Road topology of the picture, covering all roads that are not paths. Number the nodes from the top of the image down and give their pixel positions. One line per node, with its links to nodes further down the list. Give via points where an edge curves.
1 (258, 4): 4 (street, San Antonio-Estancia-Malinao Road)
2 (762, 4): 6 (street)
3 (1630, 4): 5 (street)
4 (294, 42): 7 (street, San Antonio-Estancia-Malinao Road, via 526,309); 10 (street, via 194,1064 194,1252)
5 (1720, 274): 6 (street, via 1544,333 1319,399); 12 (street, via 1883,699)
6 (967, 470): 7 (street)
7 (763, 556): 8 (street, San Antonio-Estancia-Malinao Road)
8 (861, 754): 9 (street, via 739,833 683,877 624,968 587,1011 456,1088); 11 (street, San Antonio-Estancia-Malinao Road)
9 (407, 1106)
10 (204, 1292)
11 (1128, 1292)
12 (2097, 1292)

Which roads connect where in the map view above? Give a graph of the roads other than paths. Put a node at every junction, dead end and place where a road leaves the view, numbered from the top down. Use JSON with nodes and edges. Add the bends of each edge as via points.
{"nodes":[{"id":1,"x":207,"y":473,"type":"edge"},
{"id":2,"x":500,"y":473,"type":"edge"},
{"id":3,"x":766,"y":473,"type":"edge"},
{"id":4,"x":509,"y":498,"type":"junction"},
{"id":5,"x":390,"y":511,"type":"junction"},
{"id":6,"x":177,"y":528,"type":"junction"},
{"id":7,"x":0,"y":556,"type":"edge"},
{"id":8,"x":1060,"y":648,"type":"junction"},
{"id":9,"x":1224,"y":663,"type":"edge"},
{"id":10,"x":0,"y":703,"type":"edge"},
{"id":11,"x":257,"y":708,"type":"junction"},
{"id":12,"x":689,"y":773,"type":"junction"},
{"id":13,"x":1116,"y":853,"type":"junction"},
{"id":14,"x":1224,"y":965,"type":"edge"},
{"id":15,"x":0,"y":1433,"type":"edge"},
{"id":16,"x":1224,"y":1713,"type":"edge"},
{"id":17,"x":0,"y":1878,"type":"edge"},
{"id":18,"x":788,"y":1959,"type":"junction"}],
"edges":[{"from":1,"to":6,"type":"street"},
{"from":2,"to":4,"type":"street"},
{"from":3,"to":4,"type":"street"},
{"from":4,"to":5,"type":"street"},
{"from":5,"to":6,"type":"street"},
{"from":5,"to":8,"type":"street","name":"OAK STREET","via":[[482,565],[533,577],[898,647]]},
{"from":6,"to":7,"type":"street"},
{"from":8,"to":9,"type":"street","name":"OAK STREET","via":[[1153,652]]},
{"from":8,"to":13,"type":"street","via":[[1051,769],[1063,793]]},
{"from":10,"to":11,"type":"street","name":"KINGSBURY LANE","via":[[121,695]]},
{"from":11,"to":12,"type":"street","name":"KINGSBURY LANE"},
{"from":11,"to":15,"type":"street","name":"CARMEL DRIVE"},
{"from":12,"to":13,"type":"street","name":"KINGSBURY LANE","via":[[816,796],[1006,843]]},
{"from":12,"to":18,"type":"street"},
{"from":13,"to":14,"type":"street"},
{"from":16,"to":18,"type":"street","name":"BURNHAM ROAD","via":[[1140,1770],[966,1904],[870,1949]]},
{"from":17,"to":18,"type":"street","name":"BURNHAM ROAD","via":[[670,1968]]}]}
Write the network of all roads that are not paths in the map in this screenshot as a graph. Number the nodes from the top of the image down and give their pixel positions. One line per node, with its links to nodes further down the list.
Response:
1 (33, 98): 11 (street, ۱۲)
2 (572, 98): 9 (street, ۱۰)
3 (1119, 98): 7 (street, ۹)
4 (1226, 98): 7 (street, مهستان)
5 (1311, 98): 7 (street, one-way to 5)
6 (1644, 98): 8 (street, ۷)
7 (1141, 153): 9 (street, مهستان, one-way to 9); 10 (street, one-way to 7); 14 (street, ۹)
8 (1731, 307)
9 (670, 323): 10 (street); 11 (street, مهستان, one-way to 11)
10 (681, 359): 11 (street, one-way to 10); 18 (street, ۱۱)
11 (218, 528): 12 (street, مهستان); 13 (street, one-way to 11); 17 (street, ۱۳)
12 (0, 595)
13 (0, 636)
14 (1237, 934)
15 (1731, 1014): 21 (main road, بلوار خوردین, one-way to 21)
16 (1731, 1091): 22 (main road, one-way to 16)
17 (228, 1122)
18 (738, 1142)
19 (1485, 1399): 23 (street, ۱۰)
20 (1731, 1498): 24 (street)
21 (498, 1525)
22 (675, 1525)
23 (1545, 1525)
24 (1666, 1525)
========
# WORK ORDER
Go through the records and copy each one exactly.

# RESPONSE
Road topology of the picture, covering all roads that are not paths. Number the nodes from the top of the image down and give their pixel positions. One line per node, with its links to nodes further down the list. Give via points where an edge curves.
1 (258, 4): 4 (street, San Antonio-Estancia-Malinao Road)
2 (762, 4): 6 (street)
3 (1630, 4): 5 (street)
4 (294, 42): 7 (street, San Antonio-Estancia-Malinao Road, via 526,309); 10 (street, via 194,1064 194,1252)
5 (1720, 274): 6 (street, via 1544,333 1319,399); 12 (street, via 1883,699)
6 (967, 470): 7 (street)
7 (763, 556): 8 (street, San Antonio-Estancia-Malinao Road)
8 (861, 754): 9 (street, via 739,833 683,877 624,968 587,1011 456,1088); 11 (street, San Antonio-Estancia-Malinao Road)
9 (407, 1106)
10 (204, 1292)
11 (1128, 1292)
12 (2097, 1292)

Which roads connect where in the map view above? Give a graph of the roads other than paths. Put a node at every junction, dead end and place where a road leaves the view, numbered from the top down. Use JSON with nodes and edges. Add the bends of each edge as via points.
{"nodes":[{"id":1,"x":207,"y":473,"type":"edge"},
{"id":2,"x":500,"y":473,"type":"edge"},
{"id":3,"x":766,"y":473,"type":"edge"},
{"id":4,"x":509,"y":498,"type":"junction"},
{"id":5,"x":390,"y":511,"type":"junction"},
{"id":6,"x":177,"y":528,"type":"junction"},
{"id":7,"x":0,"y":556,"type":"edge"},
{"id":8,"x":1060,"y":648,"type":"junction"},
{"id":9,"x":1224,"y":663,"type":"edge"},
{"id":10,"x":0,"y":703,"type":"edge"},
{"id":11,"x":257,"y":708,"type":"junction"},
{"id":12,"x":689,"y":773,"type":"junction"},
{"id":13,"x":1116,"y":853,"type":"junction"},
{"id":14,"x":1224,"y":965,"type":"edge"},
{"id":15,"x":0,"y":1433,"type":"edge"},
{"id":16,"x":1224,"y":1713,"type":"edge"},
{"id":17,"x":0,"y":1878,"type":"edge"},
{"id":18,"x":788,"y":1959,"type":"junction"}],
"edges":[{"from":1,"to":6,"type":"street"},
{"from":2,"to":4,"type":"street"},
{"from":3,"to":4,"type":"street"},
{"from":4,"to":5,"type":"street"},
{"from":5,"to":6,"type":"street"},
{"from":5,"to":8,"type":"street","name":"OAK STREET","via":[[482,565],[533,577],[898,647]]},
{"from":6,"to":7,"type":"street"},
{"from":8,"to":9,"type":"street","name":"OAK STREET","via":[[1153,652]]},
{"from":8,"to":13,"type":"street","via":[[1051,769],[1063,793]]},
{"from":10,"to":11,"type":"street","name":"KINGSBURY LANE","via":[[121,695]]},
{"from":11,"to":12,"type":"street","name":"KINGSBURY LANE"},
{"from":11,"to":15,"type":"street","name":"CARMEL DRIVE"},
{"from":12,"to":13,"type":"street","name":"KINGSBURY LANE","via":[[816,796],[1006,843]]},
{"from":12,"to":18,"type":"street"},
{"from":13,"to":14,"type":"street"},
{"from":16,"to":18,"type":"street","name":"BURNHAM ROAD","via":[[1140,1770],[966,1904],[870,1949]]},
{"from":17,"to":18,"type":"street","name":"BURNHAM ROAD","via":[[670,1968]]}]}
Write the network of all roads that are not paths in the map in this screenshot as a graph. Number the nodes from the top of the image down and give their pixel positions. One line per node, with its links to nodes further down the list.
Response:
1 (33, 98): 11 (street, ۱۲)
2 (572, 98): 9 (street, ۱۰)
3 (1119, 98): 7 (street, ۹)
4 (1226, 98): 7 (street, مهستان)
5 (1311, 98): 7 (street, one-way to 5)
6 (1644, 98): 8 (street, ۷)
7 (1141, 153): 9 (street, مهستان, one-way to 9); 10 (street, one-way to 7); 14 (street, ۹)
8 (1731, 307)
9 (670, 323): 10 (street); 11 (street, مهستان, one-way to 11)
10 (681, 359): 11 (street, one-way to 10); 18 (street, ۱۱)
11 (218, 528): 12 (street, مهستان); 13 (street, one-way to 11); 17 (street, ۱۳)
12 (0, 595)
13 (0, 636)
14 (1237, 934)
15 (1731, 1014): 21 (main road, بلوار خوردین, one-way to 21)
16 (1731, 1091): 22 (main road, one-way to 16)
17 (228, 1122)
18 (738, 1142)
19 (1485, 1399): 23 (street, ۱۰)
20 (1731, 1498): 24 (street)
21 (498, 1525)
22 (675, 1525)
23 (1545, 1525)
24 (1666, 1525)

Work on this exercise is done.